The U.S. bombing of the Japanese city of Hiroshima was the first use of the atomic bomb. On July 25,1945, commander of U.S. Strategic Air Forces, Gen. Carl Spaatz received orders to use the 509th Composite Group, 20th Air Force, to deliver a “special bomb” attack on selected target cities in Japan, specifically Hiroshima, Kokura, Niigata, or Nagasaki. Following rejection of conditions promulgated by the Potsdam Proclamation on July 26, a declaration threatening Japan with total destruction if unconditional surrender was not accepted, President Harry S Truman authorized use of the special bomb.
Assembled in secrecy and loaded on the Boeing B-29 Superfortress Enola Gay, the bomb consisted of a core of uranium isotope 235 shielded by several hundred pounds of lead, encased in explosives designed to condense the uranium and initiate a fission reaction.
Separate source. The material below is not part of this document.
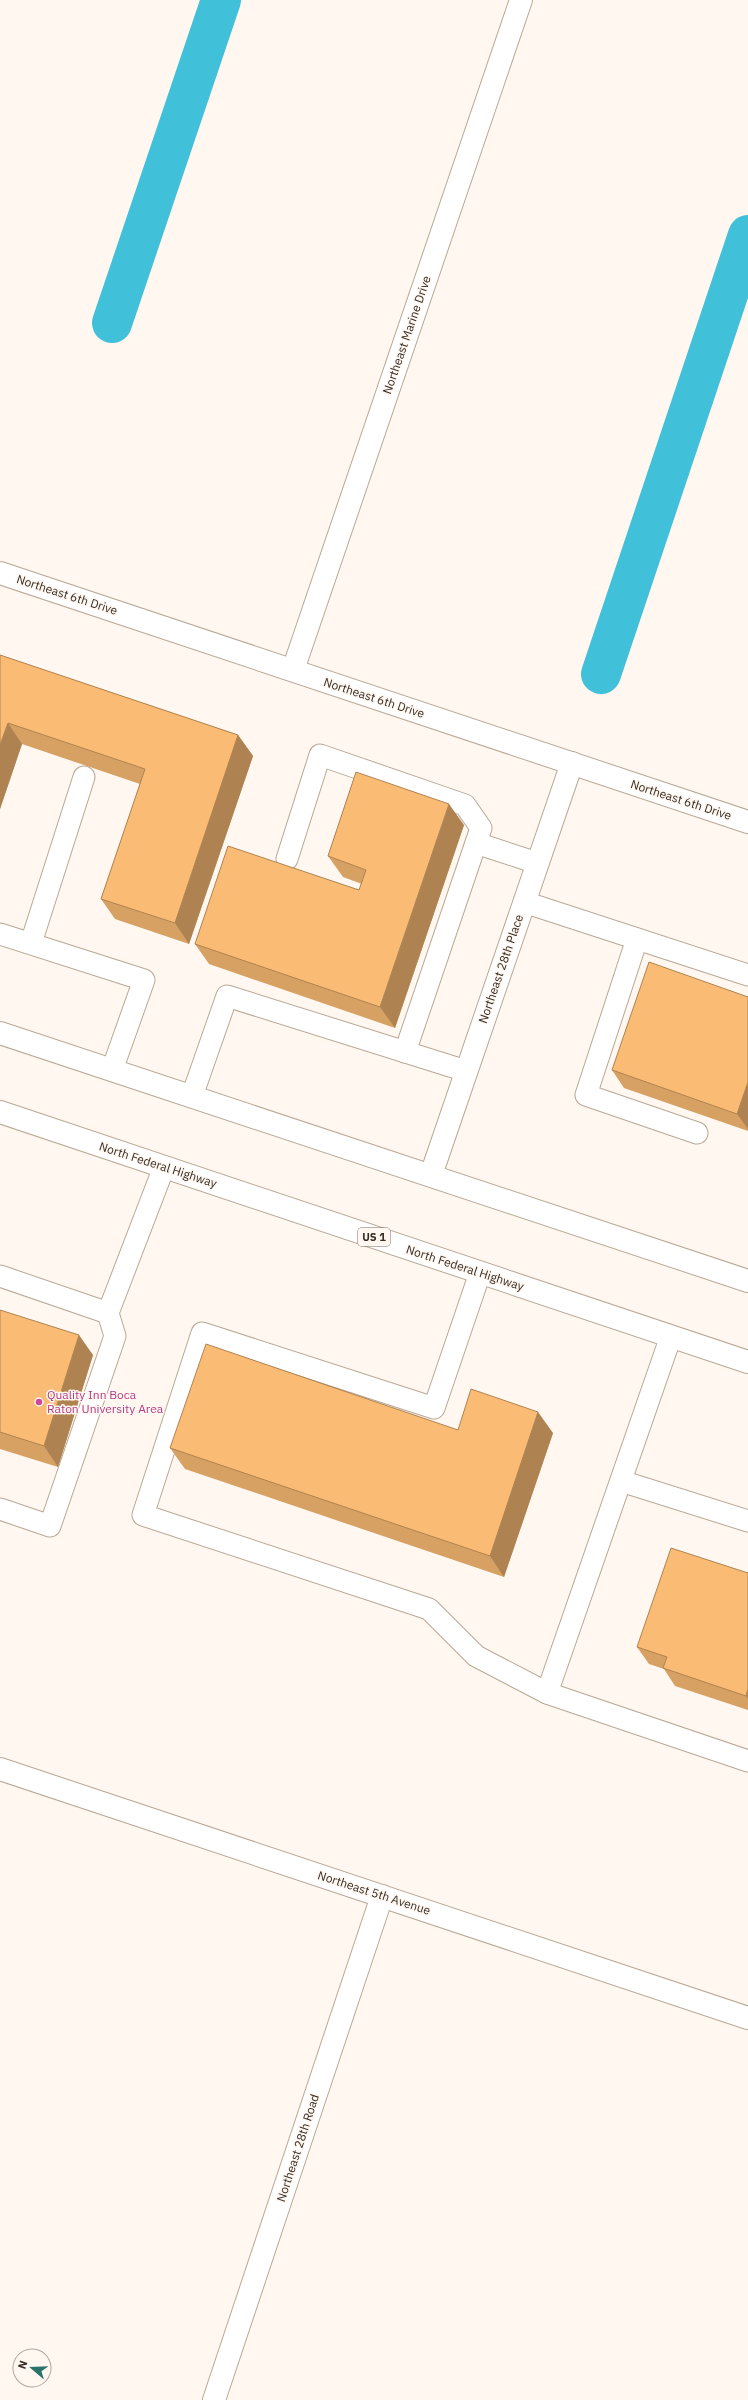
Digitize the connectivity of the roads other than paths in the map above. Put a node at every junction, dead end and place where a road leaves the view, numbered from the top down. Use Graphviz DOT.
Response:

Nicknamed “Little Boy,” the bomb possessed a force equivalent to 12,500 tons of TNT (12.5 kilotons).
The Enola Gay, commanded by Col. Paul Tibbets, departed Tinian at 2:45 a.m. on August 6. Two B-29s assigned as scientific and photographic observers followed, and the three aircraft rendezvoused over Iwo Jima for the run over Japan. Capt. William Parsons of the U.S. Navy completed the bomb's arming in the air shortly after 6:30 a.m. The flight to Japan was uneventful, and Tibbets was informed at 7:47 a.m. by weather planes over the targets that Hiroshima was clear for bombing. Japan's eighth largest city (it had about 245,000 residents in August 1945), Hiroshima was an important port on southern Honshu and headquarters of the Japanese Second Army.
The Enola Gay arrived over the city at an altitude of 31,600 feet and dropped the bomb at 8:15:17 a.m. local time. After a descent of some nearly 6 miles, the bomb detonated 43 seconds later, some 1,890 feet over a clinic and about 800 feet from the aiming point, Aioi Bridge. The initial fireball expanded to 110 yards in diameter, generating heat in excess of 300,000 degrees Centigrade, with core temperatures over 50 million degrees Centigrade. At the clinic directly beneath the explosion, the temperature was several thousand degrees. The immediate concussion destroyed almost everything within 2 miles of ground zero. The resultant mushroom cloud rose to 50,000 feet and was observed by B-29s more than 360 miles away. After 15 minutes, the atmosphere dropped radioactive black rain, adding to the death and destruction.
Four square miles of Hiroshima's heart disappeared in seconds, including 62,000 buildings. More than 71,000 Japanese died, another 20,000 were wounded, and 171,000 were left homeless. Some estimates place the number of killed at more than 200,000. About one-third of those killed instantly were soldiers. Most elements of the Japanese Second General Army were at physical training on the grounds of Hiroshima Castle when the bomb exploded. Barely 900 yards from the explosion's epicenter, the castle and its residents were vaporized. Also killed was one American prisoner of war in the exercise area. All died in less than a second. Radiation sickness began the next day and added to the death toll over several years.
Following three observation circuits over Hiroshima, the Enola Gay and its escorts turned for Tinian, touching down at 2:58 p.m. The bombing mission, 12 hours and 13 minutes long covering 2,960 miles, changed the nature of warfare, but did not end the war. Truman released a statement on August 7, describing the weapon and calling on Japan to surrender, but his message was ignored by most Japanese leaders as propaganda. The United States dropped another atomic bomb on August9, this time on Nagasaki. Although the bomb missed its intended aiming point by 8,500 ft, it leveled one-third of the city. Called the Red Circle of Death, the fire and blast area within the Urakami Valley section of Nagasaki destroyed more than 18,000 homes and killed 74,000 people. Another 75,000 were injured, and many later died from wounds or complications.
Survivors of the nuclear bombings of Hiroshima and Nagasaki are known as hibakusha and currently number at some 300,000. Many of them suffer from disfiguration and radiation-related illnesses, some of which have affected and will affect future generations. In 1996, the International Court of Justice issued an advisory opinion in which it found that “the threat or use of nuclear weapons would generally be contrary to the rules of international law applicable in armed conflict, and in particular the principles and rules of humanitarian law.” (ICJ Opinion, 44) The court was unable to decide, however, whether or not such threat or use would be illegal in “an extreme circumstance of self-defense, in which the very survival of a State would be at stake.” Since international humanitarian law was already in place at the end of World War II and the survival of the United States was not at stake, some scholars suggest that that the bombings of Hiroshima and Nagasaki could be considered illegal acts of war that violated international humanitarian law by attacking civilian populations and causing unnecessary suffering to combatants.